YOUR TASK:
The expected output is a copy of every line in the records with the string "display".

MATERIAL FOR THIS TASK:
^^^^^^^^^^^^^^^^

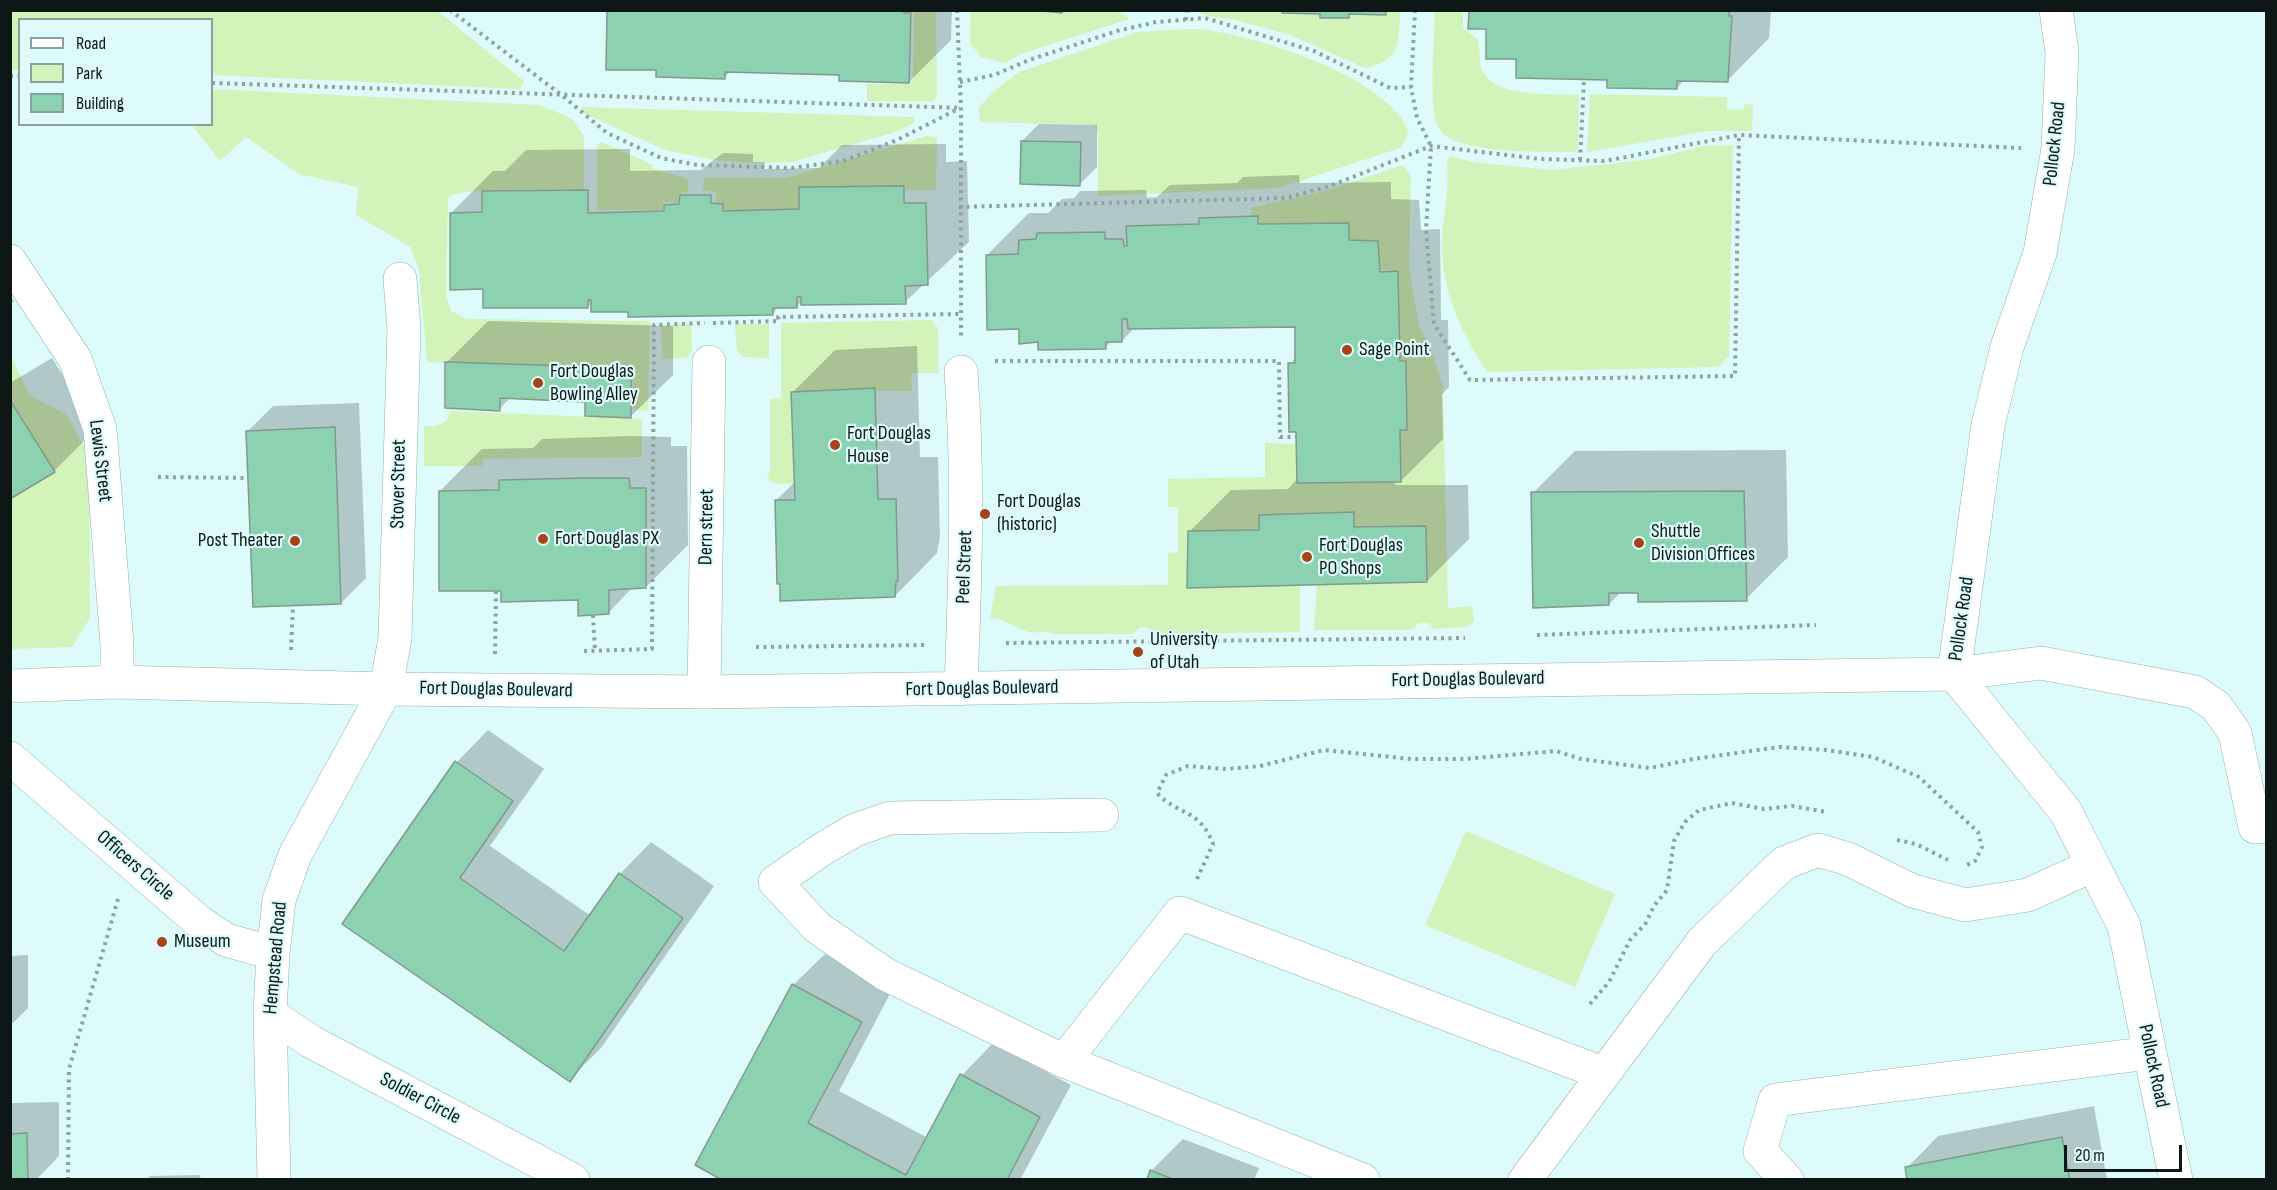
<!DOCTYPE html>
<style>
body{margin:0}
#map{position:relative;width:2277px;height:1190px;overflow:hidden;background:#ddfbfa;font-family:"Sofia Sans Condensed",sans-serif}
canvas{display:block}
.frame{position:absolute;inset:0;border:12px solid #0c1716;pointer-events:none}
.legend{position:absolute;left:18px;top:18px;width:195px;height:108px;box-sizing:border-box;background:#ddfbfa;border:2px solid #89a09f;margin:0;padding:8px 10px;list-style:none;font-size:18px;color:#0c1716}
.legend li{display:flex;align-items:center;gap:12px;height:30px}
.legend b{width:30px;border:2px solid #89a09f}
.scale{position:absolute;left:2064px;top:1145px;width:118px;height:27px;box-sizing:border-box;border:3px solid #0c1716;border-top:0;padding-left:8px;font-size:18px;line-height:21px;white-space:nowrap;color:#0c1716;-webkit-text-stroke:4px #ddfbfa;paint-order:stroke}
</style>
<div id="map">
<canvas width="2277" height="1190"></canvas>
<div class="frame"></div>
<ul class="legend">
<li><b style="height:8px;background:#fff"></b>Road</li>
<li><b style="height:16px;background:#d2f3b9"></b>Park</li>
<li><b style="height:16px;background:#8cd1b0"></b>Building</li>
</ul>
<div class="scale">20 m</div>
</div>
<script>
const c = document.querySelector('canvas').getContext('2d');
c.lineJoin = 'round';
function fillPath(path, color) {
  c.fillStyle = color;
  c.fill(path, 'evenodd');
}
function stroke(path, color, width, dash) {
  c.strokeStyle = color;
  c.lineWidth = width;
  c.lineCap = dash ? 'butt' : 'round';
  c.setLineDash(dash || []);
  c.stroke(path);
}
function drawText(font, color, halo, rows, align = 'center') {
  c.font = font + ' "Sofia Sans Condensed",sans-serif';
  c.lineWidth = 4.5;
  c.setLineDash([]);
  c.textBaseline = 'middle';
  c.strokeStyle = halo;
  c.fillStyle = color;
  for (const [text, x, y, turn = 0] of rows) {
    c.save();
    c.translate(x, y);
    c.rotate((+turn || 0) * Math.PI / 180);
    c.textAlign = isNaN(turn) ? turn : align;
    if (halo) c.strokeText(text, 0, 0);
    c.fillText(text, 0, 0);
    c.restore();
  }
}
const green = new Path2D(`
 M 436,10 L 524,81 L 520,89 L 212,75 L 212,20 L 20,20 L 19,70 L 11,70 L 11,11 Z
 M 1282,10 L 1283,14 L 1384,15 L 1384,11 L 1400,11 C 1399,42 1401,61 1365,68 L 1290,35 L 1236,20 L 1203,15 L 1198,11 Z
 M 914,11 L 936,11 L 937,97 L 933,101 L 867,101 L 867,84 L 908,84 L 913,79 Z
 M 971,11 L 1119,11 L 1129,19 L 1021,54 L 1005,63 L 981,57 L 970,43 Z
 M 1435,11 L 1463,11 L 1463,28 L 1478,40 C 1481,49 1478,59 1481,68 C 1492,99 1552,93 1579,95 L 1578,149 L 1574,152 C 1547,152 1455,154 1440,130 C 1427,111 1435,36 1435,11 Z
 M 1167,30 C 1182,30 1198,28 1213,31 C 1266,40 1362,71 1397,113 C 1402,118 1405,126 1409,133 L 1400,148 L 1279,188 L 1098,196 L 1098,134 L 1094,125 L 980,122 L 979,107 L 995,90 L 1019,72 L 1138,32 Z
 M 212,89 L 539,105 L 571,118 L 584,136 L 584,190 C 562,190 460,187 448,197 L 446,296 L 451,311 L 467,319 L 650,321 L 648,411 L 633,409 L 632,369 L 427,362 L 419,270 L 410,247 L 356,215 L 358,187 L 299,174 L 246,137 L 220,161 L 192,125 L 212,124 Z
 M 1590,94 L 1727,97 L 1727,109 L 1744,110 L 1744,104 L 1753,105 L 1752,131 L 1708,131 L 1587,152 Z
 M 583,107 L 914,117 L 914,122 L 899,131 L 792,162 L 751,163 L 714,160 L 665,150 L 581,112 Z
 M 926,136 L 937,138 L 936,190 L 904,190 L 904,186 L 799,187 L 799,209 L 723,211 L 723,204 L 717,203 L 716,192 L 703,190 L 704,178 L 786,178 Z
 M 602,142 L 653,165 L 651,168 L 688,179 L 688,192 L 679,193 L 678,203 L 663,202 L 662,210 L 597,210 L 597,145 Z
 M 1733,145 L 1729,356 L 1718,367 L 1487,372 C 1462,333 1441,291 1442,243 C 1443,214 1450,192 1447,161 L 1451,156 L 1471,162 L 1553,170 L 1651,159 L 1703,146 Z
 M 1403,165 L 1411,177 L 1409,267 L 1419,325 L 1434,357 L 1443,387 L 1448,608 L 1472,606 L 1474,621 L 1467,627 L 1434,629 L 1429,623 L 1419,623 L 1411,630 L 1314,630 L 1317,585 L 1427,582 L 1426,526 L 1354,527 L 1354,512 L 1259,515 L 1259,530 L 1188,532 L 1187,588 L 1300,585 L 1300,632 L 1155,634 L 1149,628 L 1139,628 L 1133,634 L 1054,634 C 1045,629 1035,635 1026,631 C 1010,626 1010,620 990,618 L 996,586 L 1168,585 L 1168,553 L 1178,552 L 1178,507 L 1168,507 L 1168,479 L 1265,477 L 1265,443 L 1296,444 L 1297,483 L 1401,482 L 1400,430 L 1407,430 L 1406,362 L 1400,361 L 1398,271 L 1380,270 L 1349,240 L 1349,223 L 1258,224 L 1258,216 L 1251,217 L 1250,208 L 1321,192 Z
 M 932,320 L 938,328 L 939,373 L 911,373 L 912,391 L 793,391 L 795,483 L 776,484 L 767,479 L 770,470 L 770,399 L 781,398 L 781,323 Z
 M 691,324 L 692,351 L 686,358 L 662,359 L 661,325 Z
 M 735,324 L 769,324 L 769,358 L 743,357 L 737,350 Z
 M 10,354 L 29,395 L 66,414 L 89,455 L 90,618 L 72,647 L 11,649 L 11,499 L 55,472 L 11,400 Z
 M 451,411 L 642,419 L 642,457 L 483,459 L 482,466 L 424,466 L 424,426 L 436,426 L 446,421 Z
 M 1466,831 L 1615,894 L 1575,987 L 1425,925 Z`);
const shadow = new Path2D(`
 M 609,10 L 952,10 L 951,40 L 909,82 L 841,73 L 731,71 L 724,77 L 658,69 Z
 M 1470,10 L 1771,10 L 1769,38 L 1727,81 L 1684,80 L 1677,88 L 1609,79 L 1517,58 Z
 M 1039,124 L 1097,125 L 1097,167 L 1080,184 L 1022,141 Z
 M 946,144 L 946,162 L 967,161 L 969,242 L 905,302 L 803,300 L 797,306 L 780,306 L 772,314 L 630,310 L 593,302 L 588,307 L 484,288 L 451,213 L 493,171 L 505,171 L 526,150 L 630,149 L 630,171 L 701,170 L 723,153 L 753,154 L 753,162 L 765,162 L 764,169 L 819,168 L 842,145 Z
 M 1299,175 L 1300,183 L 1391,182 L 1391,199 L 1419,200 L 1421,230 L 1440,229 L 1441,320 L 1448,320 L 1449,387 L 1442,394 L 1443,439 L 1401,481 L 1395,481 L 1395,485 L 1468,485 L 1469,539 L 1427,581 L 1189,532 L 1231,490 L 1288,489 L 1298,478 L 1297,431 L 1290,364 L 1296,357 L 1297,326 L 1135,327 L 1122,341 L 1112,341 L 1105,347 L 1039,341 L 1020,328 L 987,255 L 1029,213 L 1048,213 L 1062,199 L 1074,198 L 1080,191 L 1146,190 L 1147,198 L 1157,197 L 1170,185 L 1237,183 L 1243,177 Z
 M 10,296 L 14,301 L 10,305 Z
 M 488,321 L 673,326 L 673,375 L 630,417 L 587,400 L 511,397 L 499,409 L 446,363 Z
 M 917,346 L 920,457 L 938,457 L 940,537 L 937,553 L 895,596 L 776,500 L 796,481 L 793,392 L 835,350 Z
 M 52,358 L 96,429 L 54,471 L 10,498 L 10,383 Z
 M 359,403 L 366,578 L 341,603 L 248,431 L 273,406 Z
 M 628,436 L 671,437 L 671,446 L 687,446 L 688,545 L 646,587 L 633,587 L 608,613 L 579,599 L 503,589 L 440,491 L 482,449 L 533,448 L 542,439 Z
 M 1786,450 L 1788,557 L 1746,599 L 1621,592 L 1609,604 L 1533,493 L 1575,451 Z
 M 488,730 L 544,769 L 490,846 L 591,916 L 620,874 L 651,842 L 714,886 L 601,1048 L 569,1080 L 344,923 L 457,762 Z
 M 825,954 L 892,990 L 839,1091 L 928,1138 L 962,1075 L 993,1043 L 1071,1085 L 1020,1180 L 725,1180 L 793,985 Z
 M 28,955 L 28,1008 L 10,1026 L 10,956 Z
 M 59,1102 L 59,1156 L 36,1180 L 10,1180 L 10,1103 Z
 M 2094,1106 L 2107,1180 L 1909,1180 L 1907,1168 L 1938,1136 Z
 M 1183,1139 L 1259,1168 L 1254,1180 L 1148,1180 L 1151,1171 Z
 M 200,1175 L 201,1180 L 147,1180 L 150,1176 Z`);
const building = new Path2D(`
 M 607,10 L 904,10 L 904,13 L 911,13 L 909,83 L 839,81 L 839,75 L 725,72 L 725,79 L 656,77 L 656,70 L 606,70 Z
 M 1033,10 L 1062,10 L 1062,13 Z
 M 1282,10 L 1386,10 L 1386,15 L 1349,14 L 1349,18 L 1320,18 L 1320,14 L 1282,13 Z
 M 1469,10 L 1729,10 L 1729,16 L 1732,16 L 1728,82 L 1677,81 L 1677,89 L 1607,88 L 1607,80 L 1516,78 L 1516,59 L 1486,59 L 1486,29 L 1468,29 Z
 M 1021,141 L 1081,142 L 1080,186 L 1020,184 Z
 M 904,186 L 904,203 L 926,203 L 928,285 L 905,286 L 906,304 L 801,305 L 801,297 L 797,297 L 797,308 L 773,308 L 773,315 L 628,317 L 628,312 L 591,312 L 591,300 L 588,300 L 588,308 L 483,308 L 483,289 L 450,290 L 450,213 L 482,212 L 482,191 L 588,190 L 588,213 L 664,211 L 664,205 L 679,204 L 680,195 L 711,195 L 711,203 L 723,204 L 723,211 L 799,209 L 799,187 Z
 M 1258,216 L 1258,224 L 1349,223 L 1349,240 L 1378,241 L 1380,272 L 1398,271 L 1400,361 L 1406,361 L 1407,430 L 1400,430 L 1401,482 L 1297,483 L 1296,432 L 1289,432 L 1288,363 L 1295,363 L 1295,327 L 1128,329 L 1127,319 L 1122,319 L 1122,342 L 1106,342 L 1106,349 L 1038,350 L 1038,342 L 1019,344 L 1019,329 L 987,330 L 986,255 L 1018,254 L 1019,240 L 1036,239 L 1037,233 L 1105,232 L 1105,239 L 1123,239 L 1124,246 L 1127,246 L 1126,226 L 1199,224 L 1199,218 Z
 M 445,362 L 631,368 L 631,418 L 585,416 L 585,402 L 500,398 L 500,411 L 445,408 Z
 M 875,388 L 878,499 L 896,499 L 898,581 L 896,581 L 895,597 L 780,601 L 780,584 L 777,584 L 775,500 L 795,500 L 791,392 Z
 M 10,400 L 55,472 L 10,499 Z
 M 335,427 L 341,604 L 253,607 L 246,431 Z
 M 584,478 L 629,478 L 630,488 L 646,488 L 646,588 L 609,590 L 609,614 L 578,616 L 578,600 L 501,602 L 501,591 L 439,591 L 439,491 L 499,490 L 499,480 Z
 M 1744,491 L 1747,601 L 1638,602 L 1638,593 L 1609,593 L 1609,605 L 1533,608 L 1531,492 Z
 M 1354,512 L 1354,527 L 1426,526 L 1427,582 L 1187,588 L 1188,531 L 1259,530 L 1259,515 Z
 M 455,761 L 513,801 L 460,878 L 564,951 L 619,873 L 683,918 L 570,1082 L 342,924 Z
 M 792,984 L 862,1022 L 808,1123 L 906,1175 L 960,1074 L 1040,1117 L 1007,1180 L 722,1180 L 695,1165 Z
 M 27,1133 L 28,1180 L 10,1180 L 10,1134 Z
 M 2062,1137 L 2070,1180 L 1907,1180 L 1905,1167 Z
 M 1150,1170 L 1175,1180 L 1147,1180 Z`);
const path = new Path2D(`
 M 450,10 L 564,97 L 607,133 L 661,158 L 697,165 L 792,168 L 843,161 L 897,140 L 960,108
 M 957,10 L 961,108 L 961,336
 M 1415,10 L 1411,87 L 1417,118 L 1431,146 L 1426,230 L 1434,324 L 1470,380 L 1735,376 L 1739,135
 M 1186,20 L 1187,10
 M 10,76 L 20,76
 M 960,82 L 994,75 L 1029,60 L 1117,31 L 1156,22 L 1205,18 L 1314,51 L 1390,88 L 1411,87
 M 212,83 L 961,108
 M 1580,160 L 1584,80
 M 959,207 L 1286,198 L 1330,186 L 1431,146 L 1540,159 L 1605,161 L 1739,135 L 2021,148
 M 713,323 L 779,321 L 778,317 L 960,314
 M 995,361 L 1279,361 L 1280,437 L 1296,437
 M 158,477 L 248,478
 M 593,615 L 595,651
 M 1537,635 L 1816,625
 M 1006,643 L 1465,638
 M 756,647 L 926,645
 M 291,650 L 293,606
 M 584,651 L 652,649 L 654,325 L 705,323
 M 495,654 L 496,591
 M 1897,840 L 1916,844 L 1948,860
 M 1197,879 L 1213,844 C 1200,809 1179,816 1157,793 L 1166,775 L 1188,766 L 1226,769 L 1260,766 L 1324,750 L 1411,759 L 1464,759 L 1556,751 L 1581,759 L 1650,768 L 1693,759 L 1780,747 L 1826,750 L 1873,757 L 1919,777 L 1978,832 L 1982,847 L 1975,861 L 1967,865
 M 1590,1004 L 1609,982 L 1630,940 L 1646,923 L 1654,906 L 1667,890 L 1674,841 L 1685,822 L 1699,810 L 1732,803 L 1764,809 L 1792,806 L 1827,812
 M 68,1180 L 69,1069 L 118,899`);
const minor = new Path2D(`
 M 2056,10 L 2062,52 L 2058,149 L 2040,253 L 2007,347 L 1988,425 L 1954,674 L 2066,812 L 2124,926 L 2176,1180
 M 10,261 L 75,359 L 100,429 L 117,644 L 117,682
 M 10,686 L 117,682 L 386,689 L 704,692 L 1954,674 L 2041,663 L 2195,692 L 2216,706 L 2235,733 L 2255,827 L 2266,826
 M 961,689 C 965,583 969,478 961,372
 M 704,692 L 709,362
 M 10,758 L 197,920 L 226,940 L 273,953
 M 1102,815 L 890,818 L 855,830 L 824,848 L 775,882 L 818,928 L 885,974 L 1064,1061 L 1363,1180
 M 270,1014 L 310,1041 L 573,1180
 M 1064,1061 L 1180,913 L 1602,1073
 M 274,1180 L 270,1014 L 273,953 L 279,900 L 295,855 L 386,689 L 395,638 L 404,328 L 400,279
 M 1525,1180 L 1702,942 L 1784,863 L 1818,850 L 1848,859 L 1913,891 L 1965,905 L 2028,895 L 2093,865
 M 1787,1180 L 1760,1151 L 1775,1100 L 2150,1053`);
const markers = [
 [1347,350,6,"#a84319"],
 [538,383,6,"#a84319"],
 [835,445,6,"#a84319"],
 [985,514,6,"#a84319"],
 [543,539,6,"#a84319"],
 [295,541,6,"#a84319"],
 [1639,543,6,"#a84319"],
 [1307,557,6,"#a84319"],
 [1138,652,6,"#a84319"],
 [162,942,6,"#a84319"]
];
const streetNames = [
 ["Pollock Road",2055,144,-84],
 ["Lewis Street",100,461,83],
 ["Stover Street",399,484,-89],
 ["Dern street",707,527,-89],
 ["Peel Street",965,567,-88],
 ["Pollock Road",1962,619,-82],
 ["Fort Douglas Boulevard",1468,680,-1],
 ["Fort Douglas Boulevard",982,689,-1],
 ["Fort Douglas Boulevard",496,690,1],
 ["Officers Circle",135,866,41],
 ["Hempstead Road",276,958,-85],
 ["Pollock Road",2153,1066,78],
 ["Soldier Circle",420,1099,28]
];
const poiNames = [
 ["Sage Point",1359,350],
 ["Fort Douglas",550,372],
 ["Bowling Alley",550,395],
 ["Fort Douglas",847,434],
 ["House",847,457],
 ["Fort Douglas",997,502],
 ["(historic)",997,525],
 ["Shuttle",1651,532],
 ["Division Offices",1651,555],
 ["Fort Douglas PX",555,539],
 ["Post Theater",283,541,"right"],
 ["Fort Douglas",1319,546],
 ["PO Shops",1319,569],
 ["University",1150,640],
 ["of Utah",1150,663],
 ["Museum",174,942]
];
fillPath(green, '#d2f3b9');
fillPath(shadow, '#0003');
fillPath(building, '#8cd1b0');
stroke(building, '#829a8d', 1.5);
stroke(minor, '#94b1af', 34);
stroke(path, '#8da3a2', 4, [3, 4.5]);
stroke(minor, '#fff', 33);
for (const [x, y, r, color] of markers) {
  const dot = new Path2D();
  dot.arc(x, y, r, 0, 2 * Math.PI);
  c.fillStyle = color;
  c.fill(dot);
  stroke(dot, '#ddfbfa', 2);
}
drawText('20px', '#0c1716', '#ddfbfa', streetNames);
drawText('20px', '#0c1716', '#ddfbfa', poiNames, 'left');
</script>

^^^^^^^^^^^^^^^^

RESULT BELOW:
canvas{display:block}
.legend li{display:flex;align-items:center;gap:12px;height:30px}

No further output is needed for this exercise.